[Saved data entries]

※

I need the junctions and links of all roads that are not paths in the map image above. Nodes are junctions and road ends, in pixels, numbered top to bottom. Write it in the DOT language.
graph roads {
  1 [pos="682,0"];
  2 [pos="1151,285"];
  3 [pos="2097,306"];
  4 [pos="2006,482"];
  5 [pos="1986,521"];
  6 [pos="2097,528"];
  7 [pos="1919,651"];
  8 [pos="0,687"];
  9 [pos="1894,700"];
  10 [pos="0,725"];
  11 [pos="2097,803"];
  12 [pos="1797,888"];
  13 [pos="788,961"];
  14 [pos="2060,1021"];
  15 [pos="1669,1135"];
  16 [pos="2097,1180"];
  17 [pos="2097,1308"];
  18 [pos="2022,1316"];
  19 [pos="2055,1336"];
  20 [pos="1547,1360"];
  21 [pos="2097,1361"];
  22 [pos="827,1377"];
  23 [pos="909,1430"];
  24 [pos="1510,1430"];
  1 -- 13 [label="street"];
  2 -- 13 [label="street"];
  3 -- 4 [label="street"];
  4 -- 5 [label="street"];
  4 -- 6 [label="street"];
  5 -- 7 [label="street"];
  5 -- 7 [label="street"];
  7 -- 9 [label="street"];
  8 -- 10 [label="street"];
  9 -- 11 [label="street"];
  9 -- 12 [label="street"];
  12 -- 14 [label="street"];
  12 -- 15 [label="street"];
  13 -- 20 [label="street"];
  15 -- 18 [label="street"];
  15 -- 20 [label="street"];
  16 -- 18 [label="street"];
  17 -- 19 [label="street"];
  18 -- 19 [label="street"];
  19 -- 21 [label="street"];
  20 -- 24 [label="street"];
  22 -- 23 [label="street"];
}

※

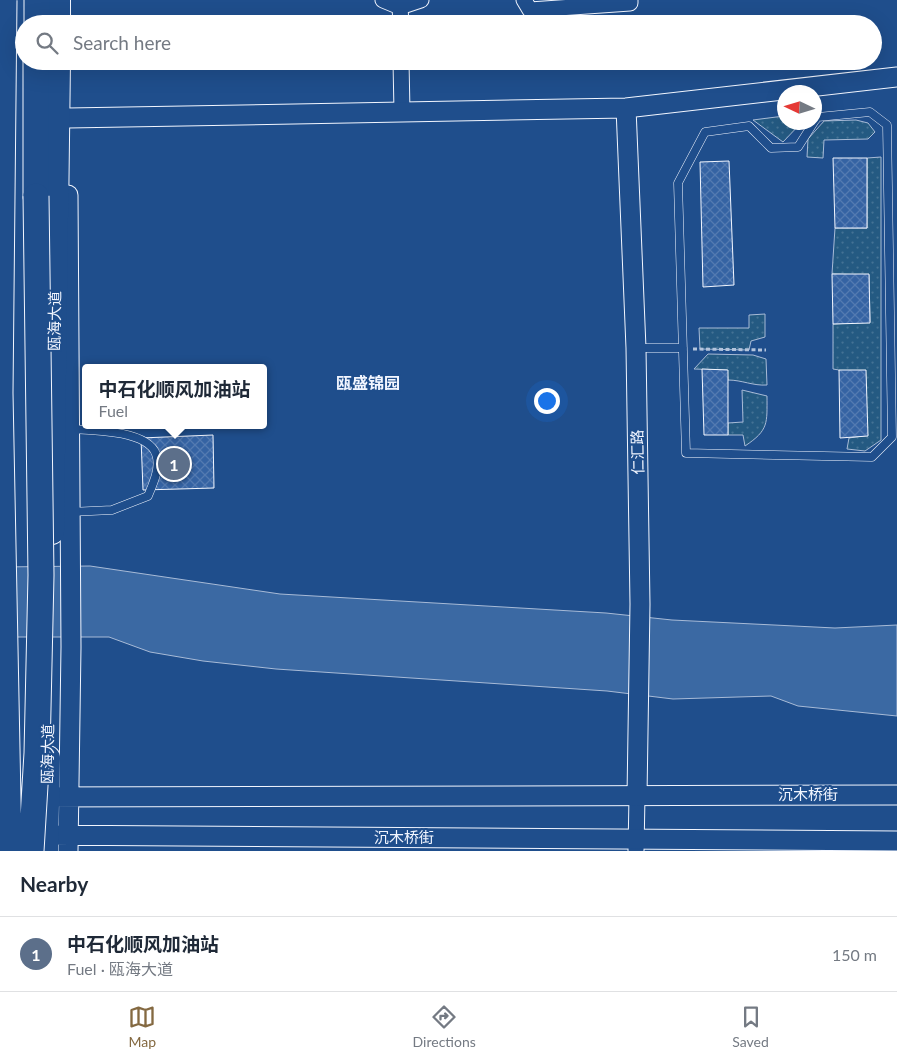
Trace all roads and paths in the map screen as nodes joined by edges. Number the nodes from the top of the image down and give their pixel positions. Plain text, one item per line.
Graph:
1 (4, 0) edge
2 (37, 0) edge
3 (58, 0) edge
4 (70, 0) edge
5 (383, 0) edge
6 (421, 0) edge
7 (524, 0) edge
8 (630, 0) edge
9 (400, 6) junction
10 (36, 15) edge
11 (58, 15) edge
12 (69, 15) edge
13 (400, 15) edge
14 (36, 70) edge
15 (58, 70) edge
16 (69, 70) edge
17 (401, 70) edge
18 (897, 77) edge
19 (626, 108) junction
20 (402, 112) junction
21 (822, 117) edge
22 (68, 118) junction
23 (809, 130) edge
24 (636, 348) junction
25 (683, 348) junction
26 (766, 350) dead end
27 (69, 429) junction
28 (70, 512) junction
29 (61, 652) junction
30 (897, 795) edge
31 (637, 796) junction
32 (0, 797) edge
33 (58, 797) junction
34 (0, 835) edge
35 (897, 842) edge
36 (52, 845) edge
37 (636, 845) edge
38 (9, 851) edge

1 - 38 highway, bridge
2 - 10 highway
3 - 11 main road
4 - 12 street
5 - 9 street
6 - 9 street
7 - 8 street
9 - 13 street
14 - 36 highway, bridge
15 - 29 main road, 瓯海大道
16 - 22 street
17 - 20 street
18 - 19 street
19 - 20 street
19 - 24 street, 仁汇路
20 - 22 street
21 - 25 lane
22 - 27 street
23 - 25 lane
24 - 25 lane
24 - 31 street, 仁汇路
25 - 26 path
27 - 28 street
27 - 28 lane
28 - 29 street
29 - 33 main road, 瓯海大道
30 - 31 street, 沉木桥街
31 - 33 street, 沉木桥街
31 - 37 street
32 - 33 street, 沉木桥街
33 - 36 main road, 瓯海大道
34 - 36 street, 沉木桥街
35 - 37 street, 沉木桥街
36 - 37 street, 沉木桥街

※

Task to complete
Working through the entries above, copy every line in which "bridge" is found.

Finished task
1 - 38 highway, bridge
14 - 36 highway, bridge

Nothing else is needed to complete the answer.